Tong, MS, Chai, HT, Liu, WH, Chen, CL, Fu, M, Lin, YH, Lin, CC, Chen, SM, Hang, CL
Transplantation proceedings. 2015;(2):445-50
Abstract
BACKGROUND Hypertension is common among patients who have undergone liver transplantation and is a major contributor to cardiovascular events. Few studies have studied the risk factors associated with post-liver transplantation (LT) hypertension. This prospective study assessed the prevalence of post-LT hypertension and associated preoperative risk factors. METHODS From May 2008 to December 2009, 79 normotensive adult patients (≥ 18 years old) who underwent living-donor LT with a median follow up of 4.79 ± 0.88 years were enrolled. Patients' pre-LT demographics, clinical data, pre-LT diabetes, and immunosuppressive agents used after LT were studied for their association with post-LT hypertension. RESULTS The prevalence of post-LT hypertension was 49.4%. The independent risk factors for post-living-donor LT hypertension were pre-LT systolic blood pressure (SBP; odds ratio [OR], 1.04; 95% confidence interval [CI], 1.00-1.09; P = .039) and post-LT administration of mammalian target of rapamycin (mTOR) inhibitors (OR, 4.08; 95% CI, 1.40-11.94; P = .010).
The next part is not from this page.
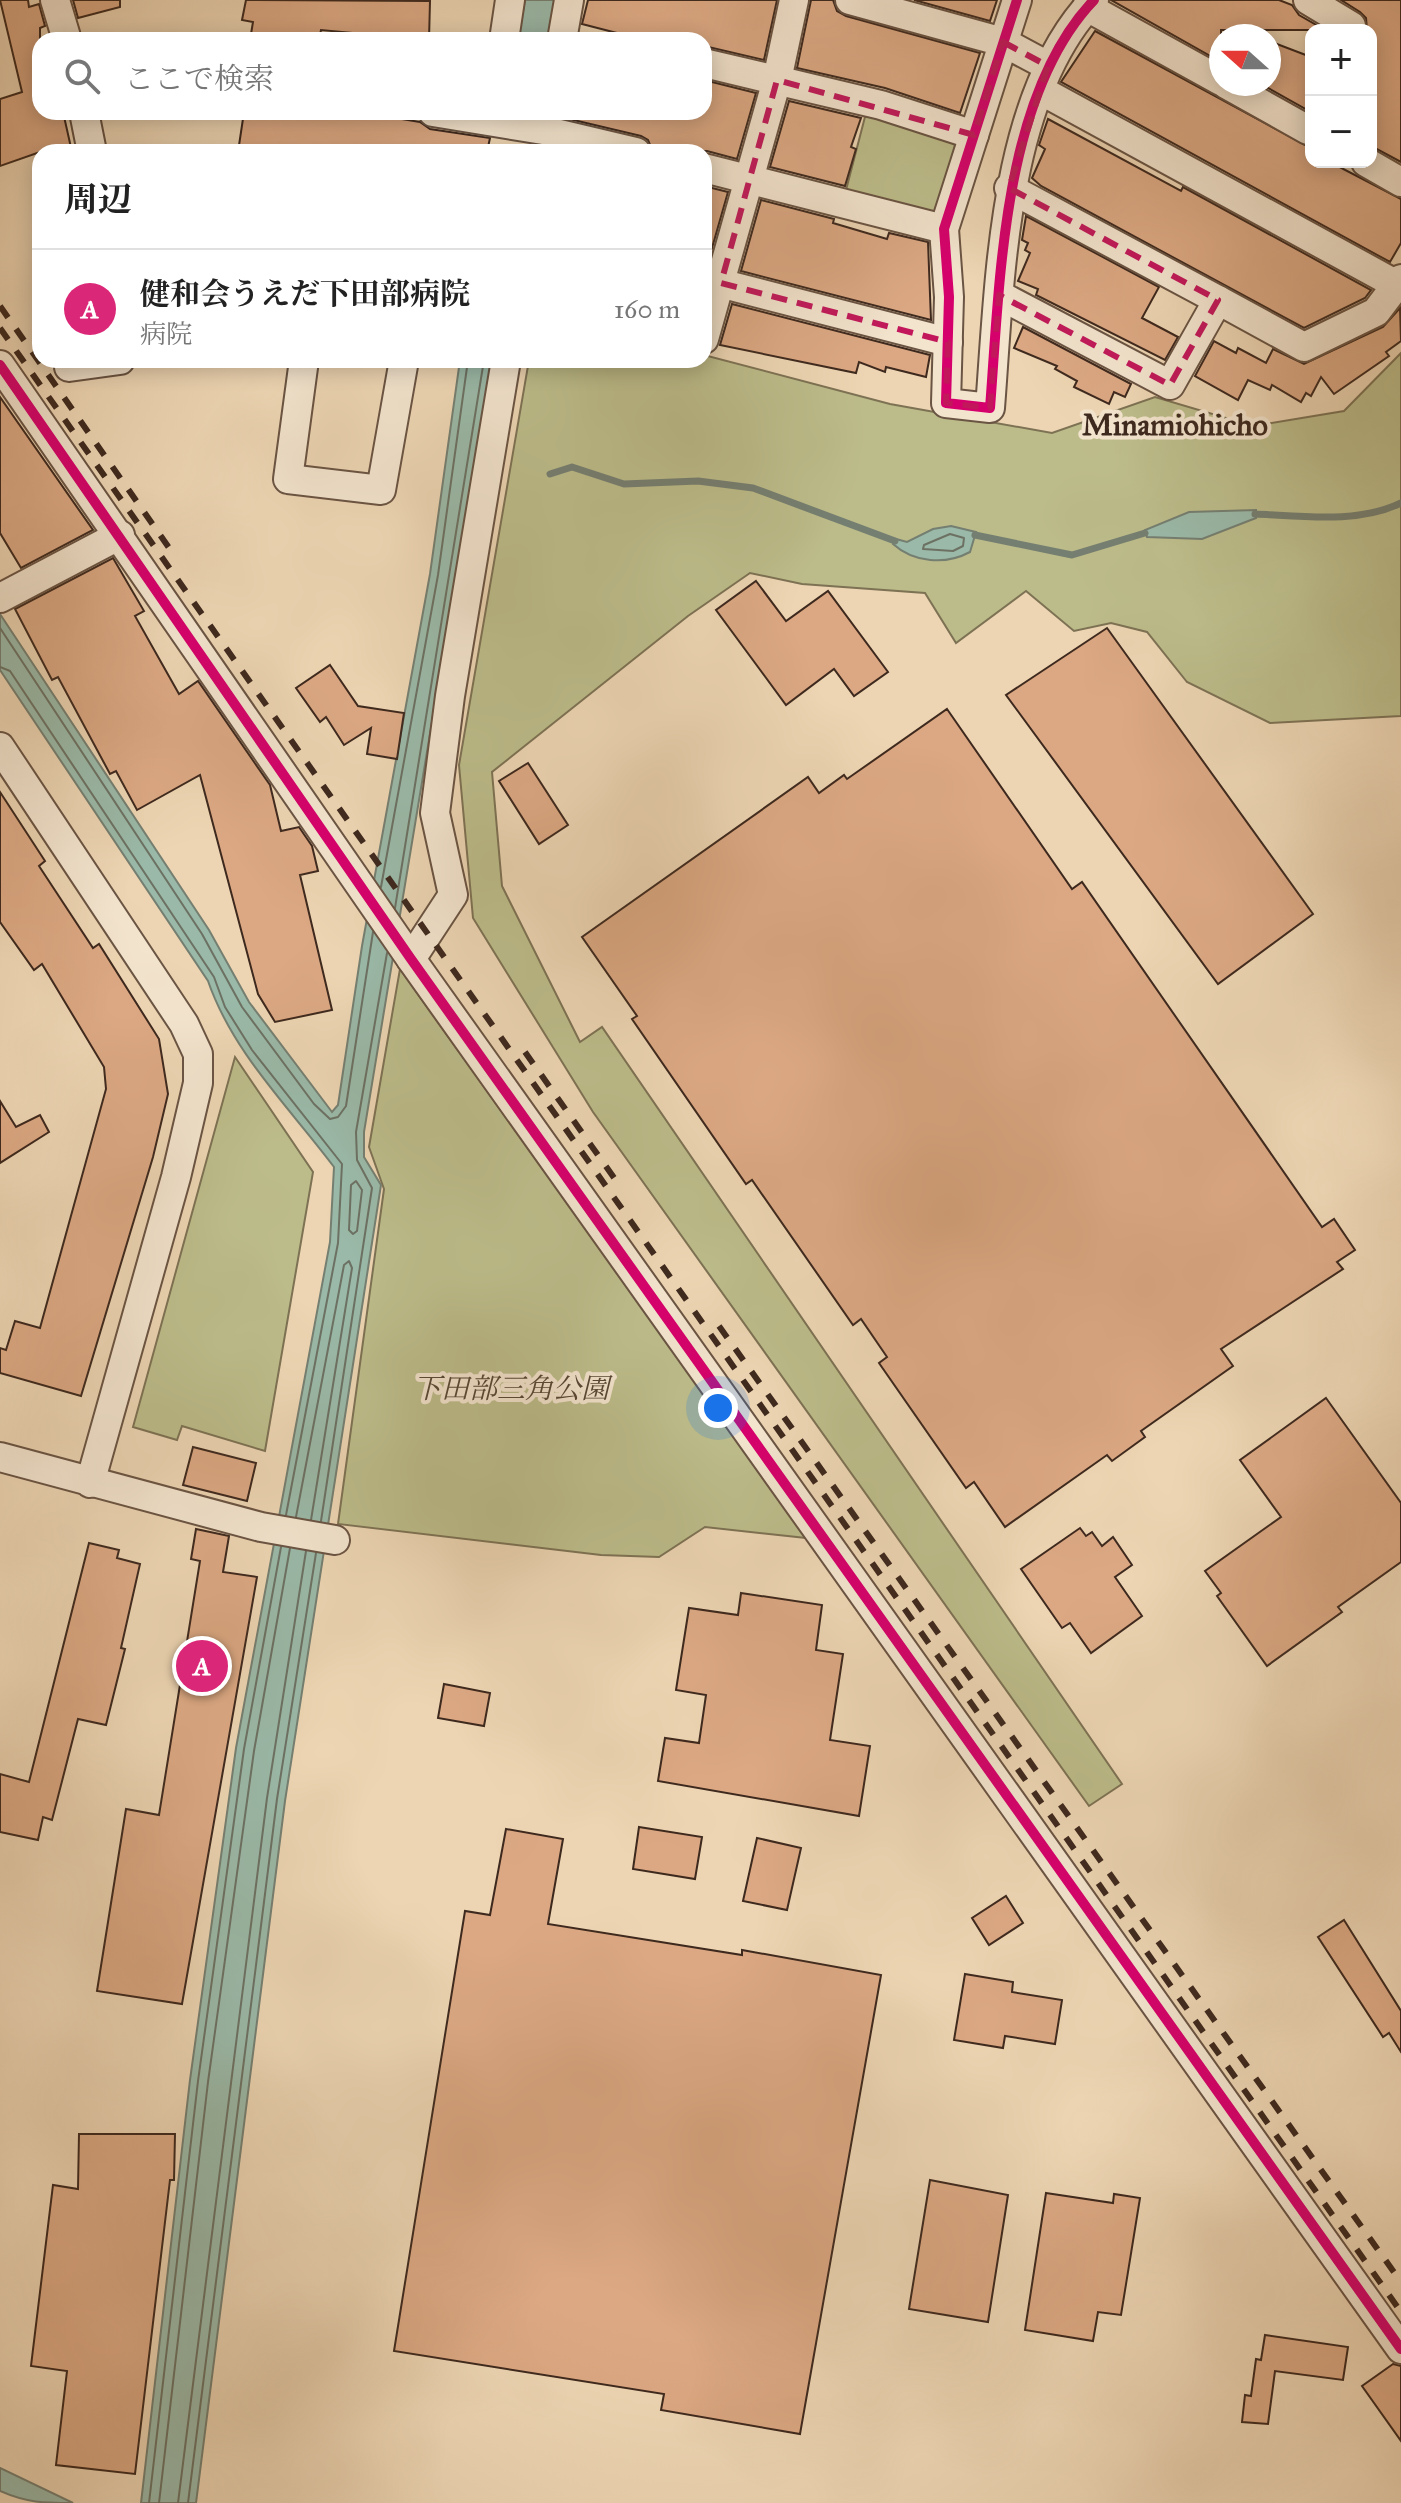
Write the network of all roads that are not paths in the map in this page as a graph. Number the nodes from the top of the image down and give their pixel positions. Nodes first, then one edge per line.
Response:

Pre-LT diabetes had a negative predictive value (OR, 0.15; 95% CI, 0.03-0.74; P = .019). Neither age, male sex, smoking, pre-LT serum cholesterol and triglyceride levels, tacrolimus, nor glucocorticoid was associated with post-LT hypertension. CONCLUSIONS The prevalence of hypertension is high after LT. Higher pre-LT SBP and post-LT mTOR inhibitor administration predispose patients to post-LT hypertension.